The lines below that include the word "dead" are to be reported.

Start of Data listing

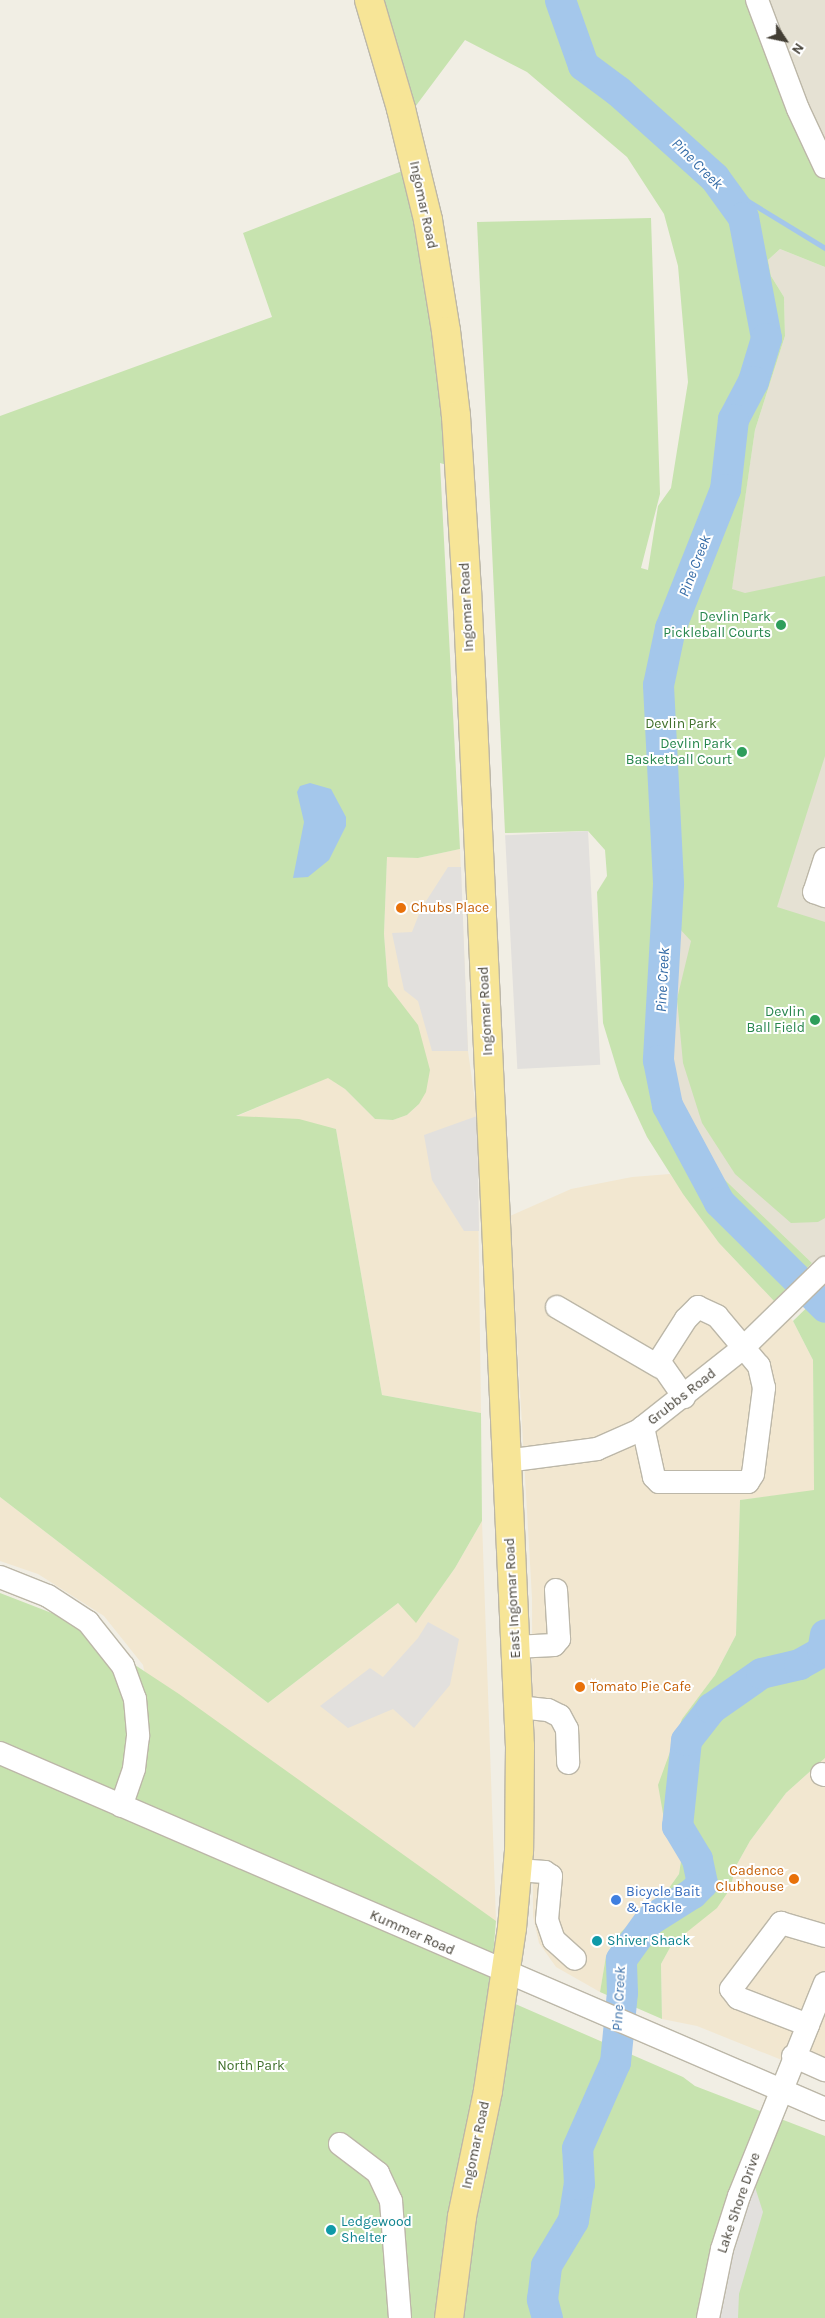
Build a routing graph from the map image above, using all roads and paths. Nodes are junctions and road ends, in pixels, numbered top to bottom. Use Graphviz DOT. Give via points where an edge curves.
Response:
graph roads {
  1 [pos="370,0"];
  2 [pos="757,0"];
  3 [pos="825,167"];
  4 [pos="825,859"];
  5 [pos="825,896"];
  6 [pos="496,1223"];
  7 [pos="822,1271"];
  8 [pos="557,1307"];
  9 [pos="743,1348"];
  10 [pos="660,1367"];
  11 [pos="684,1397"];
  12 [pos="644,1427"];
  13 [pos="506,1461"];
  14 [pos="0,1577"];
  15 [pos="556,1590"];
  16 [pos="515,1647"];
  17 [pos="518,1707"];
  18 [pos="0,1754"];
  19 [pos="568,1763"];
  20 [pos="121,1806"];
  21 [pos="517,1870"];
  22 [pos="825,1936"];
  23 [pos="575,1959"];
  24 [pos="506,1973"];
  25 [pos="825,1983"];
  26 [pos="808,2025"];
  27 [pos="793,2056"];
  28 [pos="825,2070"];
  29 [pos="780,2090"];
  30 [pos="825,2109"];
  31 [pos="340,2144"];
  32 [pos="400,2318"];
  33 [pos="449,2318"];
  34 [pos="708,2318"];
  1 -- 6 [label="main road, Ingomar Road" via="428,220 456,416"];
  2 -- 3 [label="street" via="798,109"];
  4 -- 5 [label="street" via="814,892"];
  6 -- 13 [label="main road, East Ingomar Road"];
  7 -- 9 [label="street, Grubbs Road"];
  8 -- 10 [label="street"];
  9 -- 10 [label="street" via="712,1311 698,1307 660,1357"];
  9 -- 11 [label="street, Grubbs Road"];
  9 -- 12 [label="street" via="759,1366 764,1388 753,1474 748,1482 659,1482 654,1477"];
  10 -- 11 [label="street"];
  11 -- 12 [label="street, Grubbs Road"];
  12 -- 13 [label="street, Grubbs Road" via="597,1448"];
  13 -- 16 [label="main road, East Ingomar Road"];
  14 -- 20 [label="street" via="48,1596 88,1622 122,1666 135,1700 138,1736 134,1769"];
  15 -- 16 [label="street" via="559,1639 554,1645"];
  16 -- 17 [label="main road, East Ingomar Road"];
  17 -- 19 [label="street" via="548,1710 560,1716 567,1729"];
  17 -- 21 [label="main road, East Ingomar Road" via="520,1808"];
  18 -- 20 [label="street, Kummer Road"];
  20 -- 24 [label="street, Kummer Road"];
  21 -- 23 [label="street" via="545,1872 551,1876 547,1920 554,1940"];
  21 -- 24 [label="main road, East Ingomar Road"];
  22 -- 26 [label="street" via="781,1923 731,1989 738,1998"];
  24 -- 29 [label="street, Kummer Road"];
  24 -- 33 [label="main road, Ingomar Road" via="488,2091 462,2216"];
  25 -- 26 [label="street, Lake Shore Drive"];
  26 -- 27 [label="street, Lake Shore Drive"];
  27 -- 28 [label="street"];
  27 -- 29 [label="street, Lake Shore Drive"];
  29 -- 30 [label="street, Kummer Road"];
  29 -- 34 [label="street, Lake Shore Drive" via="722,2249"];
  31 -- 32 [label="street" via="378,2172 391,2200"];
}
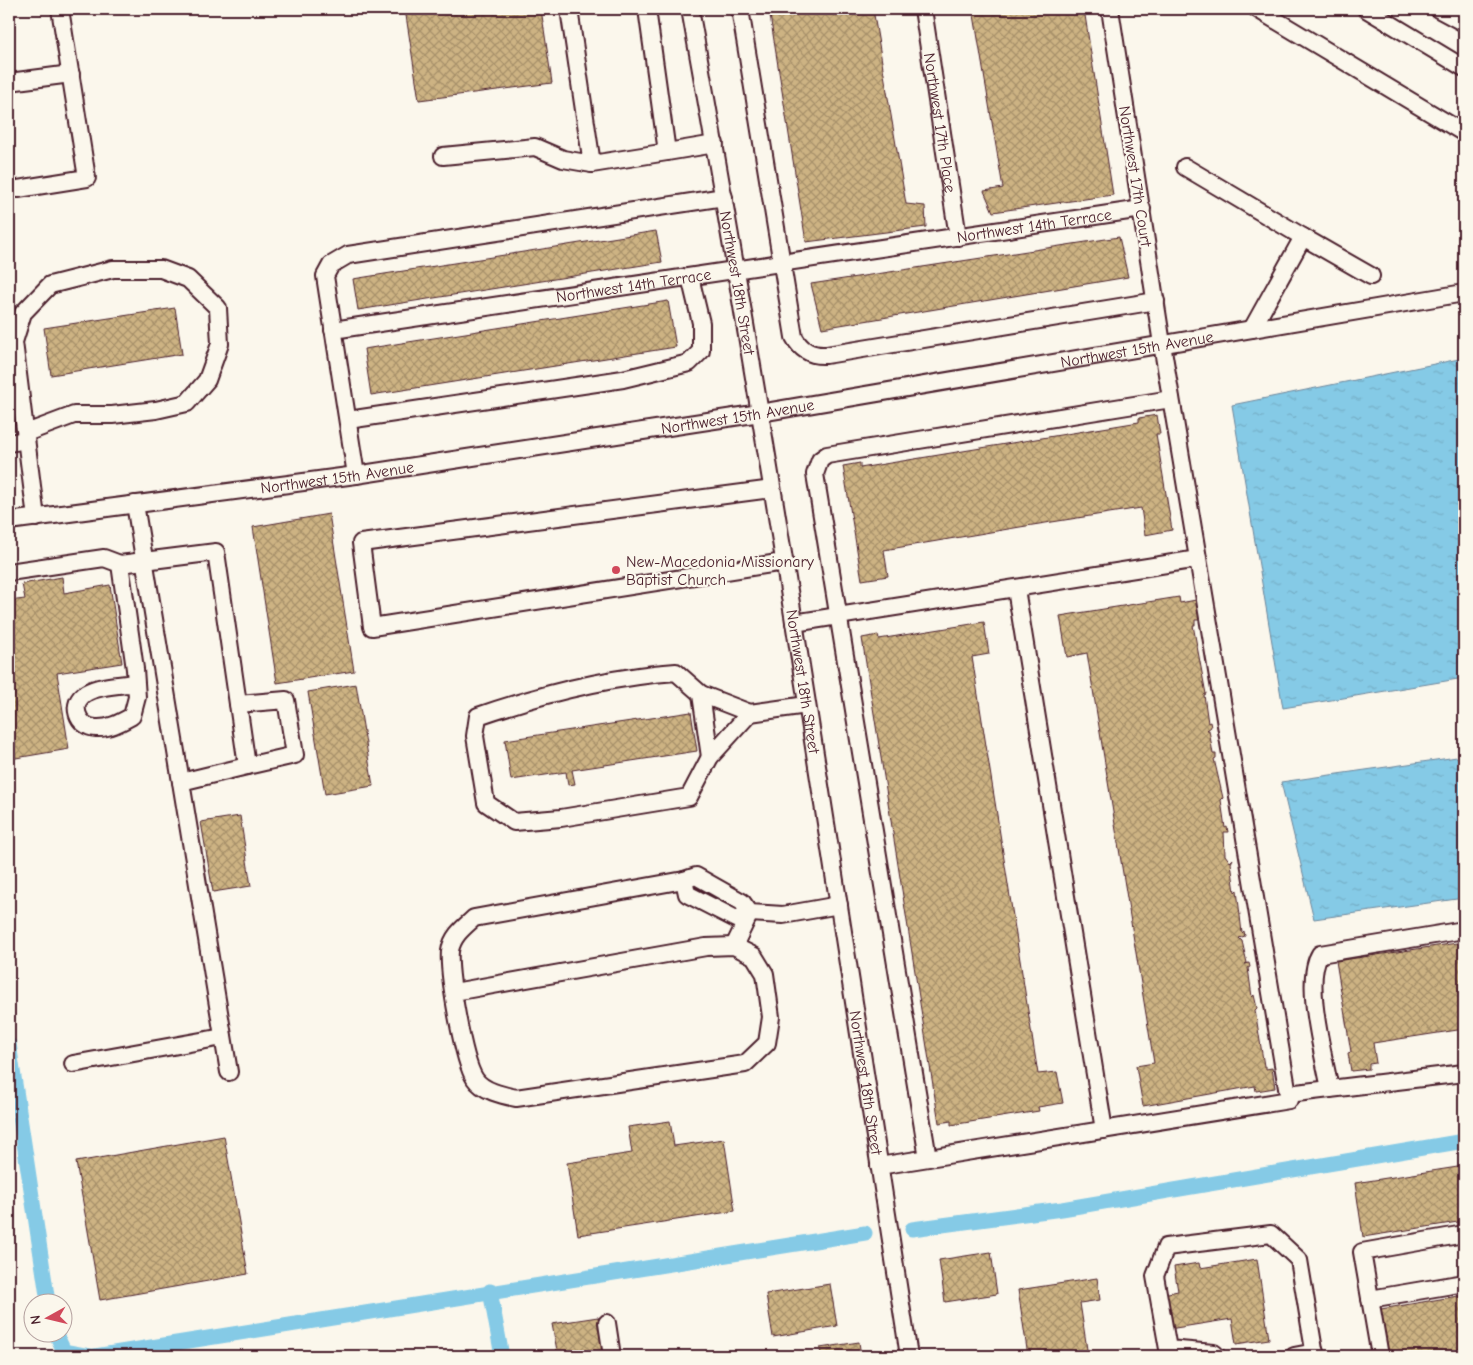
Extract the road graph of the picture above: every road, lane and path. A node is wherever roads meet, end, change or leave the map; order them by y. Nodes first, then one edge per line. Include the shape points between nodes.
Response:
1 (60, 9) edge
2 (569, 9) edge
3 (647, 9) edge
4 (690, 9) edge
5 (740, 9) edge
6 (923, 9) edge
7 (1110, 9) edge
8 (1257, 9) edge
9 (1366, 9) edge
10 (1438, 9) edge
11 (1464, 23) edge
12 (1448, 58) junction
13 (1464, 68) edge
14 (71, 74) junction
15 (1464, 77) edge
16 (9, 82) edge
17 (1464, 133) edge
18 (715, 144) junction
19 (668, 152) junction
20 (443, 156) dead end
21 (592, 164) junction
22 (1185, 167) dead end
23 (18, 189) dead end
24 (724, 197) junction
25 (1142, 209) junction
26 (1303, 237) junction
27 (958, 238) junction
28 (783, 263) junction
29 (736, 270) junction
30 (1370, 276) dead end
31 (690, 277) junction
32 (1464, 293) edge
33 (1156, 302) junction
34 (1252, 329) junction
35 (333, 330) junction
36 (1162, 344) junction
37 (1172, 399) junction
38 (760, 413) junction
39 (348, 420) junction
40 (26, 436) junction
41 (9, 443) edge
42 (356, 475) junction
43 (772, 488) junction
44 (135, 504) junction
45 (36, 518) junction
46 (9, 521) edge
47 (1198, 559) junction
48 (145, 561) junction
49 (784, 562) junction
50 (120, 564) junction
51 (9, 572) edge
52 (1016, 589) junction
53 (839, 617) junction
54 (794, 623) junction
55 (136, 683) dead end
56 (701, 694) junction
57 (238, 704) junction
58 (807, 704) junction
59 (750, 713) junction
60 (710, 757) junction
61 (247, 766) junction
62 (181, 782) junction
63 (839, 905) junction
64 (750, 913) junction
65 (1464, 930) edge
66 (734, 946) junction
67 (454, 992) junction
68 (224, 1037) junction
69 (73, 1064) dead end
70 (229, 1072) dead end
71 (1464, 1073) edge
72 (1330, 1089) junction
73 (1288, 1094) junction
74 (1104, 1130) junction
75 (928, 1158) junction
76 (879, 1166) junction
77 (1464, 1234) edge
78 (1464, 1283) edge
79 (1370, 1299) junction
80 (607, 1323) dead end
81 (1315, 1354) edge
82 (612, 1356) edge
83 (909, 1356) edge
84 (1217, 1356) edge
85 (1294, 1356) edge
86 (1380, 1356) edge

1 - 14 street
2 - 21 street
3 - 19 street
4 - 18 street, Northwest 18th Street
5 - 28 street
6 - 27 street, Northwest 17th Place
7 - 25 street, Northwest 17th Court
8 - 17 street
9 - 12 street
10 - 11 street
12 - 13 street
12 - 15 street
14 - 16 street
14 - 23 street via 87,178
18 - 19 street
18 - 24 street, Northwest 18th Street
19 - 21 street
20 - 21 street via 535,147 562,159
22 - 26 street
24 - 29 street, Northwest 18th Street
24 - 35 street via 348,255 331,265 325,276
25 - 27 street, Northwest 14th Terrace
25 - 33 street, Northwest 17th Court
26 - 30 street
26 - 34 street
27 - 28 street, Northwest 14th Terrace
28 - 29 street, Northwest 14th Terrace
28 - 33 street via 794,337 807,352 817,356
29 - 31 street, Northwest 14th Terrace
29 - 38 street, Northwest 18th Street
31 - 35 street, Northwest 14th Terrace
31 - 39 street via 700,323 701,351 690,363 623,379
32 - 34 street, Northwest 15th Avenue
33 - 36 street, Northwest 17th Court
34 - 36 street, Northwest 15th Avenue
35 - 39 street
36 - 37 street, Northwest 17th Court
36 - 38 street, Northwest 15th Avenue
37 - 47 street, Northwest 17th Court
37 - 53 street via 824,457 816,466 815,474
38 - 42 street, Northwest 15th Avenue
38 - 43 street, Northwest 18th Street
39 - 42 street
40 - 40 street via 74,415 112,415 187,403 207,380 220,344 218,308 188,279 161,270 113,269 50,285 23,313 14,342
40 - 41 street
40 - 45 street
42 - 44 street, Northwest 15th Avenue
43 - 49 street, Northwest 18th Street
43 - 49 street via 362,543 372,627
44 - 45 street, Northwest 15th Avenue
44 - 48 street
45 - 46 street, Northwest 15th Avenue
47 - 52 street
47 - 73 street, Northwest 17th Court
48 - 50 street
48 - 57 street via 216,552
48 - 62 street
49 - 54 street, Northwest 18th Street
50 - 51 street via 104,558
50 - 55 street
52 - 53 street
52 - 74 street
53 - 54 street
53 - 75 street
54 - 58 street, Northwest 18th Street
56 - 59 street
56 - 60 street
56 - 60 street via 676,672 632,675 527,699 478,716 475,736 486,803 514,822 570,817 689,797
57 - 61 street
57 - 61 street via 286,700 295,755
58 - 59 street
58 - 63 street, Northwest 18th Street
59 - 60 street
61 - 62 street
62 - 68 street
63 - 64 street via 783,915
63 - 76 street, Northwest 18th Street
64 - 66 street
64 - 67 street via 742,902 696,876 474,918 458,932 450,950
65 - 72 street via 1320,954 1315,962 1312,989
66 - 67 street via 706,947
66 - 67 street via 754,956 765,974 770,1017 767,1043 745,1064 516,1098 493,1092 476,1080 466,1062
68 - 69 street
68 - 70 street
71 - 72 street
72 - 73 street
73 - 74 street via 1289,1100
74 - 75 street
75 - 76 street
76 - 83 street, Northwest 18th Street
77 - 79 street via 1362,1252
78 - 79 street
79 - 86 street
80 - 82 street
81 - 84 street via 1299,1260 1272,1234 1166,1247 1155,1276 1168,1349 1214,1353
81 - 85 street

End of Data listing

- [Task result]
20 (443, 156) dead end
22 (1185, 167) dead end
23 (18, 189) dead end
30 (1370, 276) dead end
55 (136, 683) dead end
69 (73, 1064) dead end
70 (229, 1072) dead end
80 (607, 1323) dead end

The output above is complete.